What to work on - What lines in the records below hold the string "Montañeses"? Please show them.

Segment Open

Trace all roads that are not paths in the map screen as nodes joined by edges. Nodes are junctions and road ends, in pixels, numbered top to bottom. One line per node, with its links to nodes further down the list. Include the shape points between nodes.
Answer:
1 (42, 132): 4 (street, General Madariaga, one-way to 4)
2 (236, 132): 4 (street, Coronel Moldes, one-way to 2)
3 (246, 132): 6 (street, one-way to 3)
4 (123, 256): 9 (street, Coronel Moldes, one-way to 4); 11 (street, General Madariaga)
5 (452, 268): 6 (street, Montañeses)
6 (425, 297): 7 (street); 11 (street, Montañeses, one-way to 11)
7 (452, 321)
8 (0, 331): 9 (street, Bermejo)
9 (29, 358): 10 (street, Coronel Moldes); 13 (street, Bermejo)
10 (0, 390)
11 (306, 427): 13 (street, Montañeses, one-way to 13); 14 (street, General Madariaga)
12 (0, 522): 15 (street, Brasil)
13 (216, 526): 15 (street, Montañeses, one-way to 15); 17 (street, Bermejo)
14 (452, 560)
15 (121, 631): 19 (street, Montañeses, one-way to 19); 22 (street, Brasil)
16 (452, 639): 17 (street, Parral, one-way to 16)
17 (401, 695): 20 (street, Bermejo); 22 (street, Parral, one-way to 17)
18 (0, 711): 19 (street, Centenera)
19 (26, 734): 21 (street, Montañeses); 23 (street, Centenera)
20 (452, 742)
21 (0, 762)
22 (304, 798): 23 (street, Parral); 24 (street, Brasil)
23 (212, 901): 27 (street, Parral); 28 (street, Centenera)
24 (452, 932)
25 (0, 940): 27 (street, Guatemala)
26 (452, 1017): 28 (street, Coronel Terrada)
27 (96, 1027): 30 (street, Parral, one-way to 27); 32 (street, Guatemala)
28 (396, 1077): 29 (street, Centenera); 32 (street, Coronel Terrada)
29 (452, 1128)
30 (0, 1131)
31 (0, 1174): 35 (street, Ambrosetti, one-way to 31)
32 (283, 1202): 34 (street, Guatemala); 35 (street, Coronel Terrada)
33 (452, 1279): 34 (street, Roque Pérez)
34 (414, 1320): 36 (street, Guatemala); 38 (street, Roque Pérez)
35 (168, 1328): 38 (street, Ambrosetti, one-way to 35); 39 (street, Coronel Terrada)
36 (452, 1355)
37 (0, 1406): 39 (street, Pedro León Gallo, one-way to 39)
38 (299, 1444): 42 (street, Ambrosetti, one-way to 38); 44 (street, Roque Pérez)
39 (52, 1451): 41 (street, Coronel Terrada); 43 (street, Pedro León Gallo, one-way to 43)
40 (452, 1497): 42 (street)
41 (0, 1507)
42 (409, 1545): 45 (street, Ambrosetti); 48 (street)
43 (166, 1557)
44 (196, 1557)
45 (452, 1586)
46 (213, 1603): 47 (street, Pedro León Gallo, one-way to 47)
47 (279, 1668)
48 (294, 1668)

Segment Closed

Expected answer -
5 (452, 268): 6 (street, Montañeses)
6 (425, 297): 7 (street); 11 (street, Montañeses, one-way to 11)
11 (306, 427): 13 (street, Montañeses, one-way to 13); 14 (street, General Madariaga)
13 (216, 526): 15 (street, Montañeses, one-way to 15); 17 (street, Bermejo)
15 (121, 631): 19 (street, Montañeses, one-way to 19); 22 (street, Brasil)
19 (26, 734): 21 (street, Montañeses); 23 (street, Centenera)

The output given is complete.